• Exercise instructions: Reproduce the listing below exactly, except for its pictures.

• Entries provided:
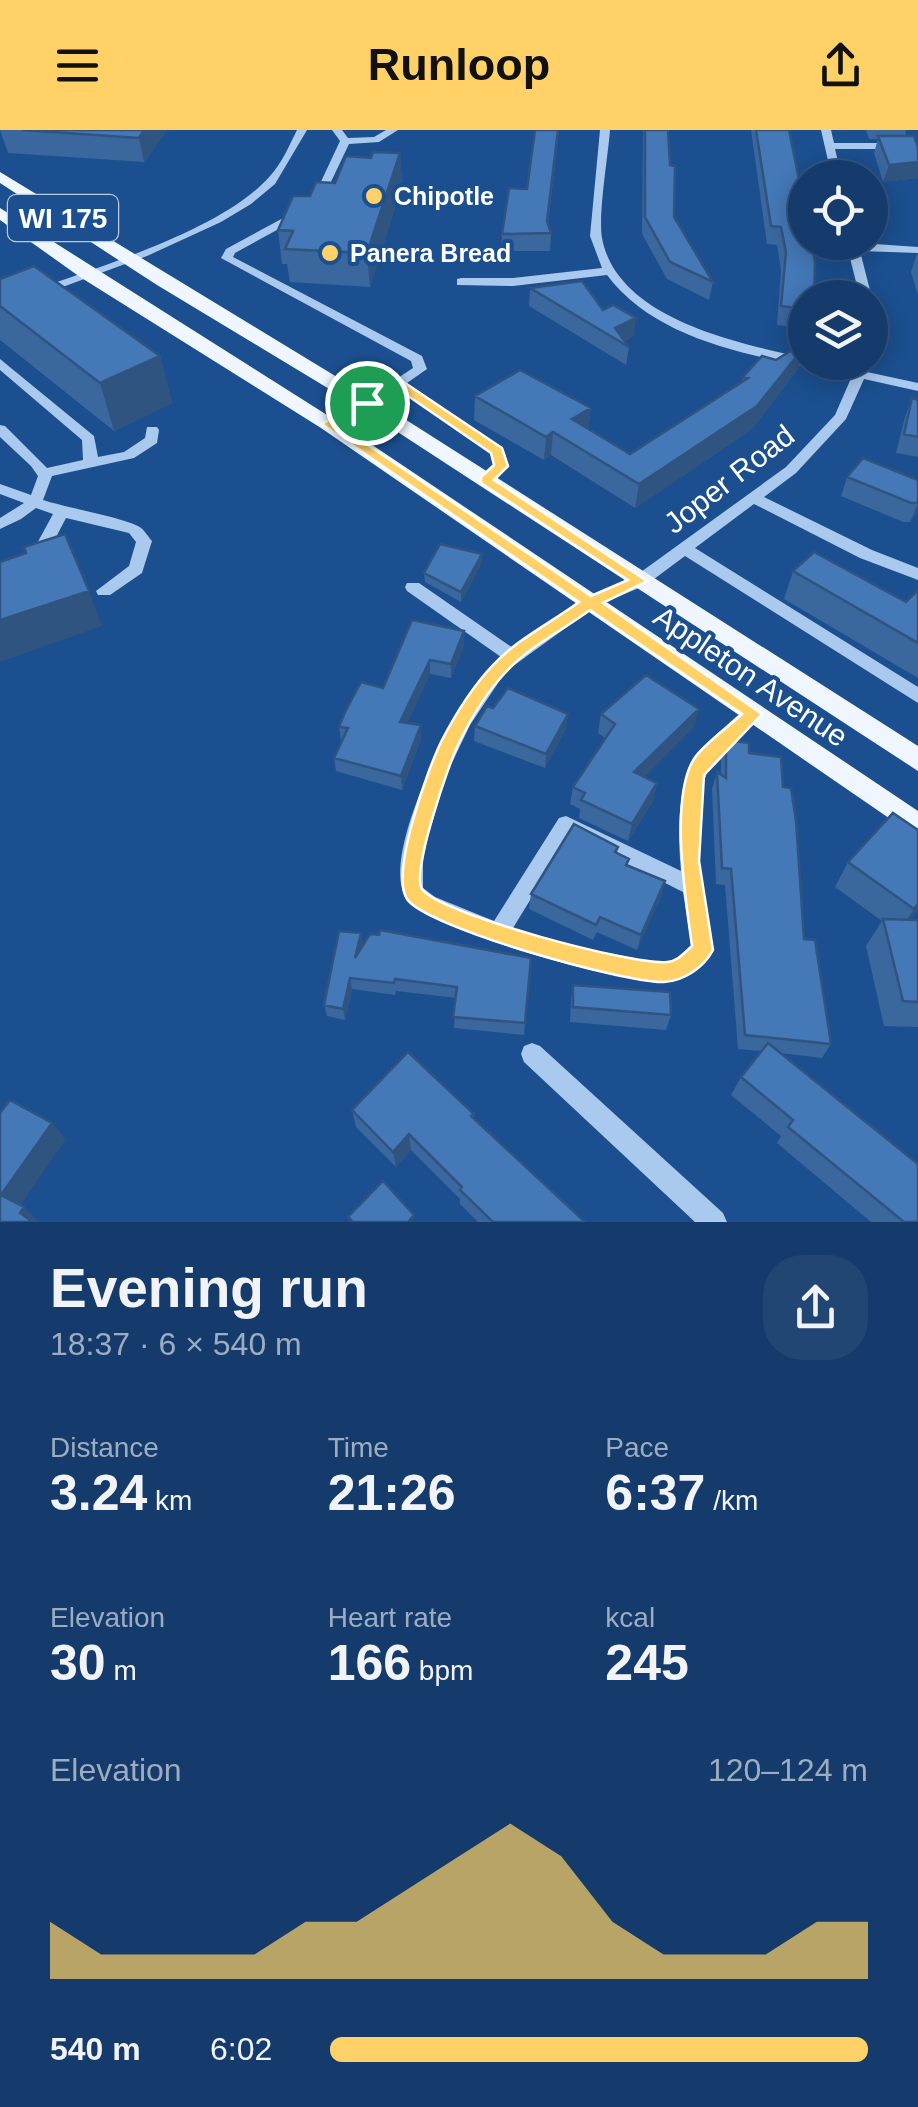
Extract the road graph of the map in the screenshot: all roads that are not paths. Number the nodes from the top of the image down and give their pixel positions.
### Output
1 (302, 130) edge
2 (394, 130) edge
3 (606, 130) edge
4 (826, 130) edge
5 (342, 136) edge
6 (830, 146) junction
7 (918, 146) edge
8 (833, 160) edge
9 (0, 176) edge
10 (0, 213) edge
11 (888, 247) edge
12 (918, 250) edge
13 (126, 258) junction
14 (609, 271) junction
15 (86, 273) junction
16 (21, 282) edge
17 (461, 282) dead end
18 (37, 291) junction
19 (0, 306) edge
20 (788, 358) edge
21 (0, 363) edge
22 (888, 378) edge
23 (857, 380) edge
24 (398, 383) junction
25 (918, 388) edge
26 (367, 403) junction
27 (328, 424) junction
28 (0, 429) edge
29 (152, 430) dead end
30 (92, 464) junction
31 (44, 474) junction
32 (486, 480) junction
33 (0, 489) edge
34 (754, 498) junction
35 (36, 500) junction
36 (62, 512) junction
37 (0, 524) edge
38 (685, 550) junction
39 (918, 574) edge
40 (25, 576) edge
41 (640, 581) junction
42 (414, 586) dead end
43 (104, 591) dead end
44 (590, 602) junction
45 (514, 657) junction
46 (918, 696) edge
47 (753, 714) junction
48 (918, 760) edge
49 (918, 826) edge
50 (692, 887) junction
51 (499, 932) junction
52 (532, 1054) dead end
53 (714, 1222) edge

1 - 13 street
2 - 5 street
3 - 14 street
4 - 6 street
5 - 24 street
6 - 7 street
6 - 8 street
9 - 13 main road, Appleton Avenue / WI 175
10 - 15 main road, Appleton Avenue / WI 175
11 - 12 street
13 - 15 street
13 - 26 main road, Appleton Avenue / WI 175
14 - 17 street
14 - 20 street
15 - 18 street
15 - 27 main road, Appleton Avenue / WI 175
16 - 18 street
18 - 19 street
21 - 30 street
22 - 25 street
23 - 34 street, Joper Road
24 - 26 street
24 - 32 street
26 - 27 main road
26 - 32 main road, Appleton Avenue / WI 175
27 - 44 main road, Appleton Avenue / WI 175
28 - 31 street
29 - 30 street
30 - 31 street
31 - 35 street
32 - 41 main road, Appleton Avenue / WI 175
33 - 35 street
34 - 38 street, Joper Road
34 - 39 street
35 - 36 street
35 - 37 street
36 - 40 street
36 - 43 street
38 - 41 street, Joper Road
38 - 46 street
41 - 44 street, Joper Road
41 - 48 main road, Appleton Avenue / WI 175
42 - 45 street
44 - 45 street, Joper Road
44 - 47 main road, Appleton Avenue / WI 175
45 - 51 street, Joper Road
47 - 49 main road, Appleton Avenue / WI 175
47 - 50 street
50 - 51 street
50 - 51 street
52 - 53 street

• Solved problem:
Extract the road graph of the map in the screenshot: all roads that are not paths. Number the nodes from the top of the image down and give their pixel positions.
### Output
1 (302, 130) edge
2 (394, 130) edge
3 (606, 130) edge
4 (826, 130) edge
5 (342, 136) edge
6 (830, 146) junction
7 (918, 146) edge
8 (833, 160) edge
9 (0, 176) edge
10 (0, 213) edge
11 (888, 247) edge
12 (918, 250) edge
13 (126, 258) junction
14 (609, 271) junction
15 (86, 273) junction
16 (21, 282) edge
17 (461, 282) dead end
18 (37, 291) junction
19 (0, 306) edge
20 (788, 358) edge
21 (0, 363) edge
22 (888, 378) edge
23 (857, 380) edge
24 (398, 383) junction
25 (918, 388) edge
26 (367, 403) junction
27 (328, 424) junction
28 (0, 429) edge
29 (152, 430) dead end
30 (92, 464) junction
31 (44, 474) junction
32 (486, 480) junction
33 (0, 489) edge
34 (754, 498) junction
35 (36, 500) junction
36 (62, 512) junction
37 (0, 524) edge
38 (685, 550) junction
39 (918, 574) edge
40 (25, 576) edge
41 (640, 581) junction
42 (414, 586) dead end
43 (104, 591) dead end
44 (590, 602) junction
45 (514, 657) junction
46 (918, 696) edge
47 (753, 714) junction
48 (918, 760) edge
49 (918, 826) edge
50 (692, 887) junction
51 (499, 932) junction
52 (532, 1054) dead end
53 (714, 1222) edge

1 - 13 street
2 - 5 street
3 - 14 street
4 - 6 street
5 - 24 street
6 - 7 street
6 - 8 street
9 - 13 main road, Appleton Avenue / WI 175
10 - 15 main road, Appleton Avenue / WI 175
11 - 12 street
13 - 15 street
13 - 26 main road, Appleton Avenue / WI 175
14 - 17 street
14 - 20 street
15 - 18 street
15 - 27 main road, Appleton Avenue / WI 175
16 - 18 street
18 - 19 street
21 - 30 street
22 - 25 street
23 - 34 street, Joper Road
24 - 26 street
24 - 32 street
26 - 27 main road
26 - 32 main road, Appleton Avenue / WI 175
27 - 44 main road, Appleton Avenue / WI 175
28 - 31 street
29 - 30 street
30 - 31 street
31 - 35 street
32 - 41 main road, Appleton Avenue / WI 175
33 - 35 street
34 - 38 street, Joper Road
34 - 39 street
35 - 36 street
35 - 37 street
36 - 40 street
36 - 43 street
38 - 41 street, Joper Road
38 - 46 street
41 - 44 street, Joper Road
41 - 48 main road, Appleton Avenue / WI 175
42 - 45 street
44 - 45 street, Joper Road
44 - 47 main road, Appleton Avenue / WI 175
45 - 51 street, Joper Road
47 - 49 main road, Appleton Avenue / WI 175
47 - 50 street
50 - 51 street
50 - 51 street
52 - 53 street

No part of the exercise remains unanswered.